*WORK REQUEST*. Give back each entry exactly as written, apart from the pictures.
━━━━━ ENTRIES SHOWN ━━━━━
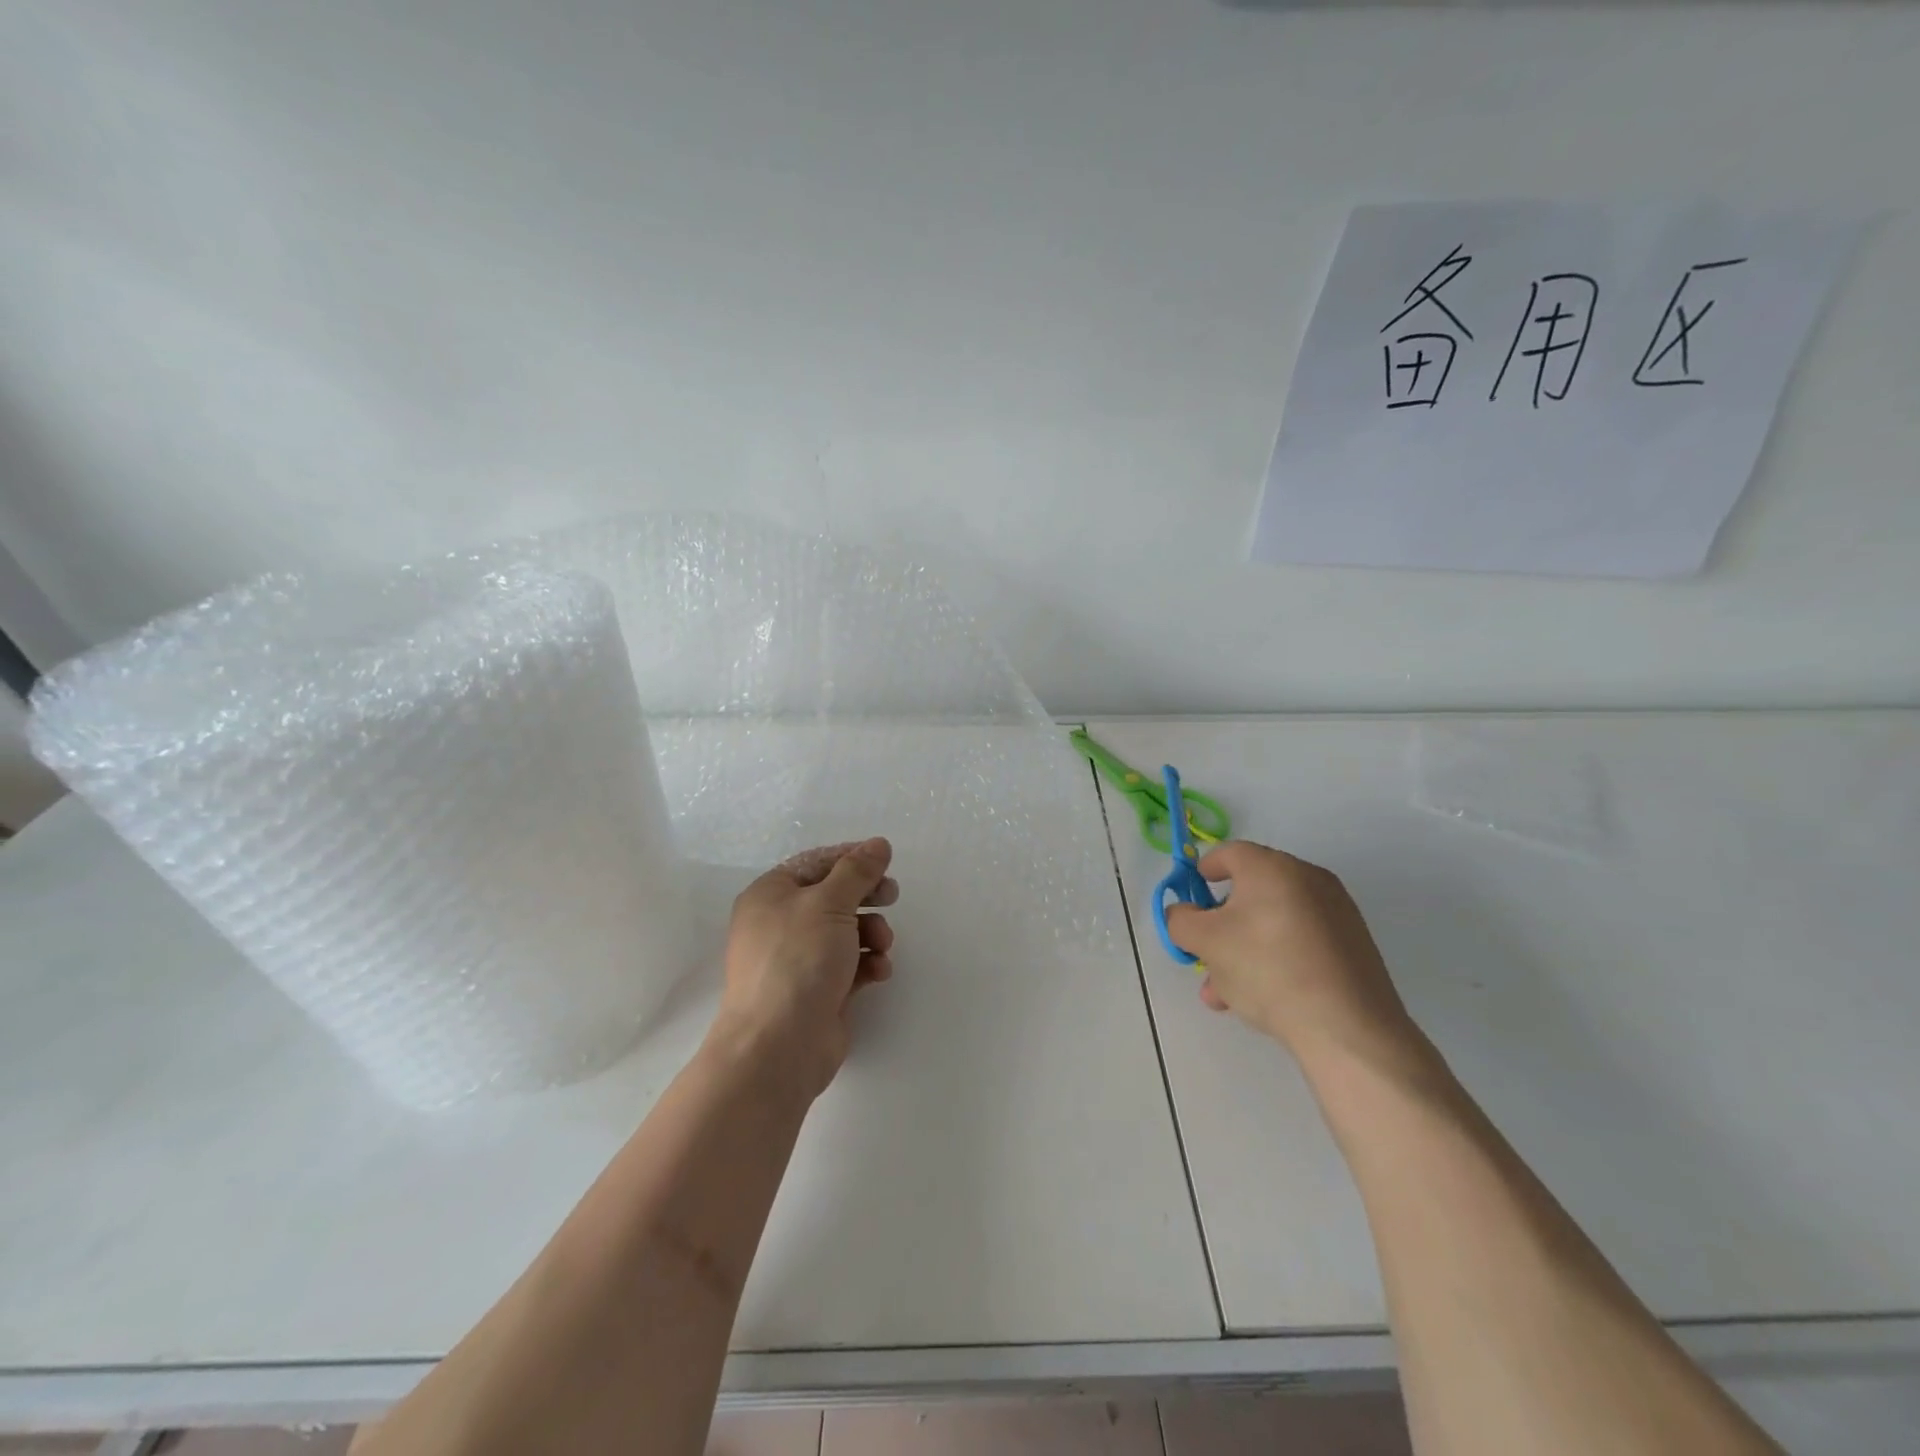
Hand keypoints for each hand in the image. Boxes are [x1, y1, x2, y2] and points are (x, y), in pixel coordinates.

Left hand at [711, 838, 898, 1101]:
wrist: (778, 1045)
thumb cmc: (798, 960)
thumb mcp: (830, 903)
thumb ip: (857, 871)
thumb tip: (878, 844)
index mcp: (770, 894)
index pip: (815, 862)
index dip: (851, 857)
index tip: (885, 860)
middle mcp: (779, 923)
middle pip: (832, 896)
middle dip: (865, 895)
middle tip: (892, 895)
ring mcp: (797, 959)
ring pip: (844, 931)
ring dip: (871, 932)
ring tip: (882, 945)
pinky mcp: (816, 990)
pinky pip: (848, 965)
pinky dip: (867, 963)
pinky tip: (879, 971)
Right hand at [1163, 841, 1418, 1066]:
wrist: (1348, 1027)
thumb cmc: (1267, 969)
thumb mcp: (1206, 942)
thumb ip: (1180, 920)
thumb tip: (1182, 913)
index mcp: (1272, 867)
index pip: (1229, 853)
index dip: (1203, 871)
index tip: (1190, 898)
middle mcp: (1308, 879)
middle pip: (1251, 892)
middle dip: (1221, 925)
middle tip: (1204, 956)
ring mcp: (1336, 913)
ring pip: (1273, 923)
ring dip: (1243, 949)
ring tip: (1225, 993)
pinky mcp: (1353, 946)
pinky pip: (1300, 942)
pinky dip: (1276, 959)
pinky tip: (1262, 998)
━━━━━
*WRITTEN ANSWER*.
Hand keypoints for each hand in the image. Boxes are [x1, y1, x2, y2] and points are (x, y), in pixel coordinates.

Left hand at [711, 838, 898, 1101]:
wrist: (778, 1045)
thumb cmc: (798, 960)
thumb mcp: (830, 903)
thumb ip: (857, 871)
thumb tip: (878, 844)
index mcp: (770, 894)
index pip: (815, 862)
index dip: (851, 857)
index tip: (885, 860)
middle mcp: (779, 923)
middle pip: (832, 896)
middle dip: (865, 895)
middle tip: (892, 895)
ring mcp: (797, 959)
ring pip: (844, 931)
ring dip: (871, 932)
ring tip: (882, 945)
pinky mcp: (816, 990)
pinky pip: (848, 965)
pinky dip: (867, 963)
pinky tip: (879, 971)
Right hand at [1163, 841, 1418, 1066]:
wrist: (1348, 1027)
thumb cmc: (1267, 969)
thumb mcp: (1206, 942)
thumb ip: (1180, 920)
thumb tip: (1182, 913)
index mcp: (1272, 867)
index pip: (1229, 853)
index dip: (1203, 871)
index tip: (1190, 898)
middle mcp: (1308, 879)
middle pip: (1251, 892)
middle dip: (1221, 925)
middle tip: (1204, 956)
ring mcp: (1336, 913)
ring pip: (1273, 923)
ring dip: (1243, 949)
ring tip: (1225, 993)
pinky mcp: (1353, 946)
pinky pip: (1300, 942)
pinky dip: (1276, 959)
pinky tip: (1262, 998)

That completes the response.